In their work [1] they have projected a five-level structure of the BIM evolution, according to which
the digital twin (level 5) requires a step-by-step transformation of the static tool of 3D visualization
BIM (level 1), analysis, and simulations with BIM models (level 2), integration of BIM and IoT
methods (level 3), integration of BIM methods and artificial intelligence (level 4) into a single whole.
    In scientific papers [2] – [4], the authors consider BIM from other key positions, which take into
account the concepts of designing engineering networks and reviewing BIM models of different levels
by the life cycle of a construction object. Thus, this evolutionary approach and additional information
about BIM models allow us to form an idea of a digital twin, which will not only visualize and predict
decision-making in real-time but also implement automatic feedback support and control of the
construction environment based on optimized results and management strategies.

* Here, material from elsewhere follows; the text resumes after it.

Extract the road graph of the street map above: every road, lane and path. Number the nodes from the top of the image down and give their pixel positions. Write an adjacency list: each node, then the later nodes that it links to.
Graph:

    A group of Chinese scientists consisting of Hao Wu, Lingbo Liu, Yang Yu, Zhenghong Peng,
Hongzan Jiao, and Qiang Niu is engaged in the research on the effectiveness of using Big Data
technology in urban studies. The paper [5] considers a set of simulations using public spatial Big Data,
which is identified as the best source of data for understanding human logistics. Thus, these positions
of urban Big Data determine enormous prospects for modeling and forecasting human factors that
affect the efficiency of construction projects.

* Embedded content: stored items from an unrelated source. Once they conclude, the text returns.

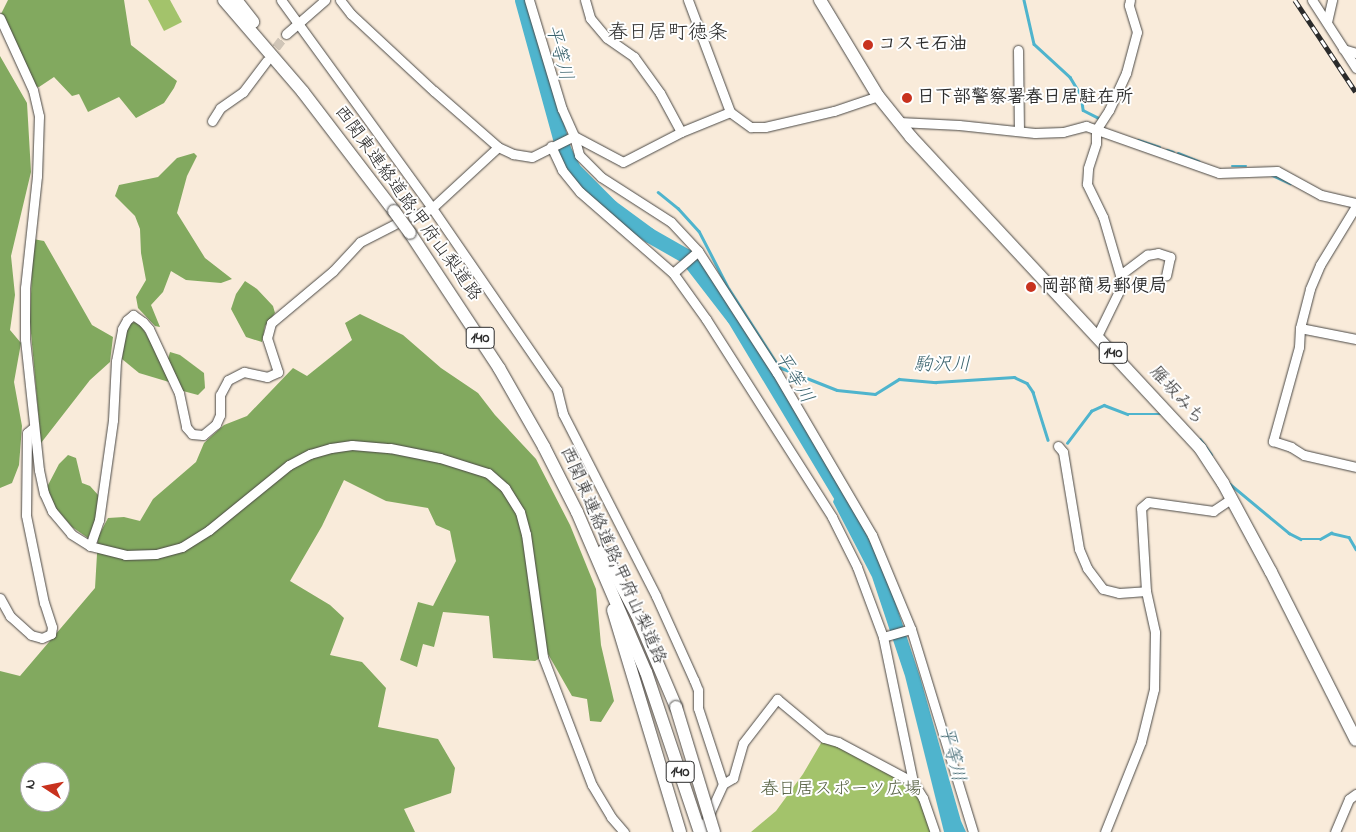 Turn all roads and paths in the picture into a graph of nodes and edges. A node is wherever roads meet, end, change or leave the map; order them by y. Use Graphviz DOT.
graph roads {
  1 [pos="214,0"];
  2 [pos="224,0"];
  3 [pos="236,0"];
  4 [pos="281,0"];
  5 [pos="325,0"];
  6 [pos="340,0"];
  7 [pos="529,0"];
  8 [pos="585,0"];
  9 [pos="688,0"];
  10 [pos="820,0"];
  11 [pos="1130,0"];
  12 [pos="1312,0"];
  13 [pos="1332,0"];
  14 [pos="0,18"];
  15 [pos="299,22"];
  16 [pos="1327,22"];
  17 [pos="286,34"];
  18 [pos="1343,49"];
  19 [pos="1018,50"];
  20 [pos="1356,53"];
  21 [pos="267,55"];
  22 [pos="1356,68"];
  23 [pos="303,92"];
  24 [pos="878,96"];
  25 [pos="730,112"];
  26 [pos="212,122"];
  27 [pos="899,122"];
  28 [pos="1096,130"];
  29 [pos="1019,131"];
  30 [pos="681,132"];
  31 [pos="571,136"];
  32 [pos="551,146"];
  33 [pos="498,148"];
  34 [pos="1356,204"];
  35 [pos="432,208"];
  36 [pos="413,217"];
  37 [pos="394,218"];
  38 [pos="698,251"];
  39 [pos="672,273"];
  40 [pos="1120,276"];
  41 [pos="1166,276"];
  42 [pos="1300,328"];
  43 [pos="1097,336"];
  44 [pos="1356,339"];
  45 [pos="34,427"];
  46 [pos="1058,446"];
  47 [pos="544,447"];
  48 [pos="1356,467"];
  49 [pos="1232,498"];
  50 [pos="90,546"];
  51 [pos="599,560"];
  52 [pos="1146,591"];
  53 [pos="0,598"];
  54 [pos="912,629"];
  55 [pos="883,637"];
  56 [pos="1356,740"];
  57 [pos="912,782"];
  58 [pos="723,784"];
  59 [pos="1356,794"];
  60 [pos="624,832"];
  61 [pos="680,832"];
  62 [pos="701,832"];
  63 [pos="714,832"];
  64 [pos="935,832"];
  65 [pos="973,832"];
  66 [pos="1104,832"];
  67 [pos="1335,832"];
  1 -- 21 [label="highway"];
  2 -- 21 [label="highway, 西関東連絡道路;甲府山梨道路 / 140"];
  3 -- 23 [label="highway"];
  4 -- 15 [label="street"];
  5 -- 15 [label="street"];
  6 -- 33 [label="street"];
  7 -- 31 [label="street"];
  8 -- 30 [label="street"];
  9 -- 25 [label="street"];
  10 -- 24 [label="highway, 雁坂みち / 140"];
  11 -- 28 [label="street"];
  12 -- 16 [label="street"];
  13 -- 16 [label="street"];
  14 -- 45 [label="street"];
  15 -- 17 [label="street"];
  15 -- 35 [label="street"];
  16 -- 18 [label="street"];
  18 -- 20 [label="street"];
  18 -- 22 [label="street"];
  19 -- 29 [label="street"];
  21 -- 23 [label="highway, 西関東連絡道路;甲府山梨道路 / 140"];
  21 -- 26 [label="street"];
  23 -- 37 [label="highway, 西関東連絡道路;甲府山梨道路 / 140"];
  24 -- 25 [label="street"];
  24 -- 27 [label="highway, 雁坂みち / 140"];
  25 -- 30 [label="street"];
  27 -- 29 [label="street"];
  27 -- 43 [label="highway, 雁坂みち / 140"];
  28 -- 29 [label="street"];
  28 -- 34 [label="street"];
  28 -- 40 [label="street"];
  30 -- 31 [label="street"];
  31 -- 32 [label="street"];
  31 -- 38 [label="street"];
  32 -- 33 [label="street"];
  32 -- 39 [label="street"];
  33 -- 35 [label="street"];
  34 -- 42 [label="street"];
  35 -- 36 [label="street"];
  35 -- 58 [label="street"];
  37 -- 47 [label="highway, 西関東連絡道路;甲府山梨道路 / 140, bridge"];
  37 -- 50 [label="street"];
  38 -- 39 [label="street"];
  38 -- 54 [label="street"];
  39 -- 55 [label="street"];
  40 -- 41 [label="street"];
  40 -- 43 [label="street"];
  42 -- 44 [label="street"];
  42 -- 48 [label="street"];
  43 -- 49 [label="highway, 雁坂みち / 140"];
  45 -- 50 [label="street"];
  45 -- 53 [label="street"];
  46 -- 52 [label="street"];
  47 -- 51 [label="highway, 西関東連絡道路;甲府山梨道路 / 140"];
  47 -- 63 [label="highway, bridge"];
  49 -- 52 [label="street"];
  49 -- 56 [label="highway, 雁坂みち / 140"];
  50 -- 60 [label="street"];
  51 -- 61 [label="highway"];
  51 -- 62 [label="highway, 西関東連絡道路;甲府山梨道路 / 140"];
  52 -- 66 [label="street"];
  54 -- 55 [label="street"];
  54 -- 65 [label="street"];
  55 -- 57 [label="street"];
  57 -- 58 [label="street"];
  57 -- 64 [label="street"];
  58 -- 62 [label="street"];
  59 -- 67 [label="street"];
}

    In the article [6], the team of authors – Shu Tang, Dennis R. Shelden, Charles M. Eastman, Pardis
Pishdad Bozorgi, and Xinghua Gaob – defines the processes and trends in the integration of BIM and
IoT, which have enormous prospects for improving efficiency throughout the life cycles of
construction. Thus, receiving many real-time data streams from an extensive network of IoT sensors
and sensors provides opportunities to increase efficiency during construction operation and monitoring,
health and safety management, logistics, and facilities management.
    The duo of scientists Liquan Zhao and Shuaiyang Li are engaged in research aimed at improving
object detection algorithms, in particular with the help of the YOLOv3 model. In the article [7],
researchers note the considerable popularity of YOLOv3 among other methods of object recognition
based on deep learning.
    In the publication [8], a group of scientists consisting of G. Sreenu and M. A. Saleem Durai focuses
on a more detailed study of object detection during intelligent video surveillance. Thus, during
intelligent video surveillance, YOLOv3 can be involved, which will allow the processing of Big Data
that enters the system due to numerous video streams broadcast from video surveillance cameras.
    The research on the process of the multi-label classification is carried out by a team of Ukrainian
scientists in the composition of S. Dolhopolov, T. Honcharenko, S. A. Dolhopolova, O. Riabchun, M.
Delembovsky, and O. Omelianenko. In the paper [9], a systematic approach to the implementation of
multi-label classification for solving problems with a large number of input and output classes is
characterized. Thus, it is determined that each task of the multi-label classification contains its
architecture, which consists of several parameters and quality indicators and, at the same time, requires
management of a set of data with several parameters, performs regression on several parameters,
carries out training on several parameters and can represent a space of parameters.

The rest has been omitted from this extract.